_WHAT THE TASK REQUIRES_. Each record is to be repeated exactly as it stands below.

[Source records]
====
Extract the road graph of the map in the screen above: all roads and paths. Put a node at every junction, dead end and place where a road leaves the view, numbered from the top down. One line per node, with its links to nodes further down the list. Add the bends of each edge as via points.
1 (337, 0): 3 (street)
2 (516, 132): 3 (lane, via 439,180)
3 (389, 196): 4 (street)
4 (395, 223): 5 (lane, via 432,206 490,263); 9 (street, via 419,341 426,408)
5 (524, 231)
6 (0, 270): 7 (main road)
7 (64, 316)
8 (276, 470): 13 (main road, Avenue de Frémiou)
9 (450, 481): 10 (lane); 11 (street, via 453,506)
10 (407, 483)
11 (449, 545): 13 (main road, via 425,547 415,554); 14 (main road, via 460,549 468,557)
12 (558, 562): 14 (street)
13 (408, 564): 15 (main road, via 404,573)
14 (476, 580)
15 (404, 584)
====
_YOUR SOLUTION_.
Extract the road graph of the map in the screen above: all roads and paths. Put a node at every junction, dead end and place where a road leaves the view, numbered from the top down. One line per node, with its links to nodes further down the list. Add the bends of each edge as via points.
1 (337, 0): 3 (street)
2 (516, 132): 3 (lane, via 439,180)
3 (389, 196): 4 (street)
4 (395, 223): 5 (lane, via 432,206 490,263); 9 (street, via 419,341 426,408)
5 (524, 231)
6 (0, 270): 7 (main road)
7 (64, 316)
8 (276, 470): 13 (main road, Avenue de Frémiou)
9 (450, 481): 10 (lane); 11 (street, via 453,506)
10 (407, 483)
11 (449, 545): 13 (main road, via 425,547 415,554); 14 (main road, via 460,549 468,557)
12 (558, 562): 14 (street)
13 (408, 564): 15 (main road, via 404,573)
14 (476, 580)
15 (404, 584)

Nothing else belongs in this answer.